What is the best course of action for a 31-week pregnant woman with uncontrolled thyrotoxicosis, currently taking 10mg of carbimazole (generic name), experiencing palpitations and anxiety, with thyroid function tests showing suppressed Thyroid-Stimulating Hormone (TSH) and elevated Triiodothyronine (T3) and Thyroxine (T4) levels?

Increase Carbimazole Dose Immediately

For a 31-week pregnant woman with uncontrolled thyrotoxicosis on 10mg carbimazole, the correct course of action is to increase the carbimazole dose (Option A). This approach maintains the current medication while achieving better thyroid control, which is critical for both maternal and fetal outcomes at this gestational age.

Rationale for Dose Escalation

• The goal during pregnancy is to maintain free T4 or free T3 in the high-normal range using the lowest possible thioamide dosage, with monitoring every 2-4 weeks 1
• Current symptoms (palpitations, anxiety) combined with suppressed TSH and elevated T3/T4 indicate inadequate disease control requiring immediate intervention 1
• Untreated or inadequately controlled thyrotoxicosis during pregnancy increases risk of maternal complications (heart failure, preeclampsia), obstetrical complications (miscarriage, stillbirth, preterm labor), and fetal complications 2, 3

Why Not Switch to Propylthiouracil (Option B)
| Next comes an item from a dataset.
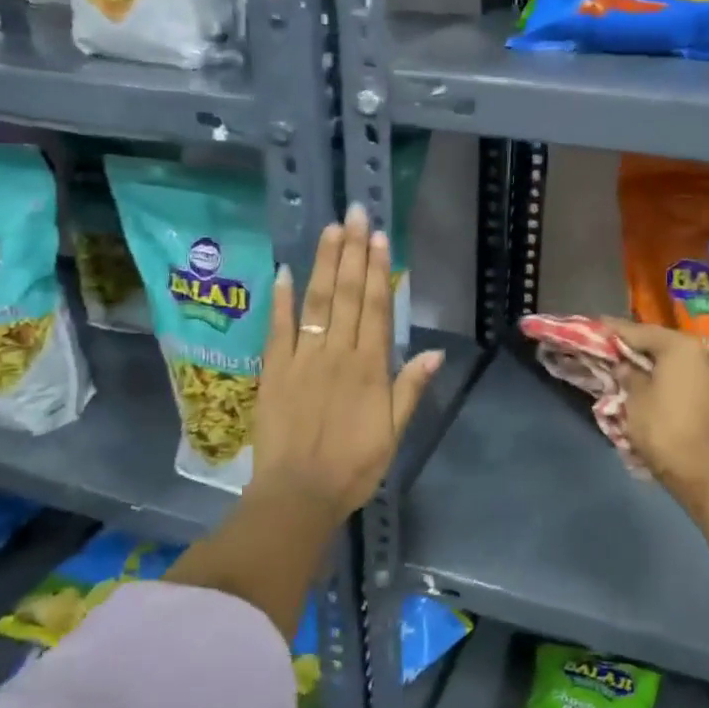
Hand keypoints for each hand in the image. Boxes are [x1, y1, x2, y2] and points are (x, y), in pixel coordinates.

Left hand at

• Switching antithyroid drugs at 31 weeks gestation is unnecessary and potentially disruptive to established therapy 1
• PTU is preferred in the first trimester due to lower teratogenic risk, but after the first trimester, carbimazole can be safely continued 2, 4
• The recent reassessment of teratogenic effects primarily concerns first-trimester exposure, which is no longer relevant at 31 weeks 2
• Both drugs cross the placenta equally and can affect fetal thyroid function, so switching provides no advantage at this stage 3

Why Not Surgical Intervention (Option C)

• Thyroidectomy should be reserved for women who do not respond to thioamide therapy or have severe drug allergies 1
• Surgery during pregnancy carries increased risks of preterm labor and miscarriage 5
• Partial thyroidectomy is preferably performed in the second trimester if absolutely necessary, not in the third trimester at 31 weeks 1
• This patient has not yet failed medical management—she simply needs dose optimization 6

Why Not Radioiodine (Option D)

• Treatment with iodine-131 is absolutely contraindicated in pregnant women 1
• After 10 weeks gestation, radioiodine exposure can ablate the fetal thyroid, causing congenital hypothyroidism 1
• At 31 weeks, the fetal thyroid is fully functional and highly vulnerable to radioiodine damage 3

Why Not Emergency Delivery (Option E)

• Delivery at 31 weeks would result in significant prematurity with associated neonatal complications 1
• Thyrotoxicosis alone, even when uncontrolled, does not mandate emergency delivery unless thyroid storm develops 1
• Medical optimization should be attempted first, as most cases respond to appropriate antithyroid drug dosing 2, 4
• Unless deemed necessary for maternal or fetal indications, delivery during active thyrotoxicosis should be avoided 1

Practical Management Algorithm

Immediate actions:

• Increase carbimazole dose incrementally (typically to 15-20mg daily, divided doses) 6
• Add propranolol for symptomatic relief of palpitations and anxiety until thyroid hormones normalize 1
• Monitor free T4 or free T3 every 2-4 weeks to guide further dose adjustments 1

Monitoring requirements:

• Check for normal maternal heart rate and appropriate fetal growth 1
• Ultrasound screening for fetal goiter is not necessary unless specific problems are detected 1
• Measure TRAb (thyroid-stimulating hormone receptor antibodies) if not already done, as this helps predict risk of fetal/neonatal thyrotoxicosis 4

Target thyroid function:

• Maintain free T4 in the high-normal range to minimize fetal thyroid suppression while controlling maternal disease 1
• TSH will remain suppressed and should not be used as the primary monitoring parameter 1

Critical Safety Considerations

• Although suppression of fetal and neonatal thyroid function can occur with thioamide therapy, it is usually transient and treatment is rarely required 1
• The newborn's physician must be informed that the mother has Graves' disease due to associated risk of neonatal thyroid dysfunction 1
• Watch for agranulocytosis symptoms (sore throat, fever) which would require immediate CBC and drug discontinuation 1
• At 31 weeks, the fetal thyroid is fully responsive to both maternal antibodies and antithyroid drugs, requiring careful dose titration 3

Common Pitfall to Avoid

The most critical error would be switching to PTU or pursuing definitive therapy (surgery/radioiodine) without first attempting carbimazole dose optimization. Most cases of apparent "drug resistance" actually represent inadequate dosing rather than true pharmacologic resistance 6. Only after documented failure of appropriate doses (up to 40-60mg daily if needed) should alternative therapies be considered 6.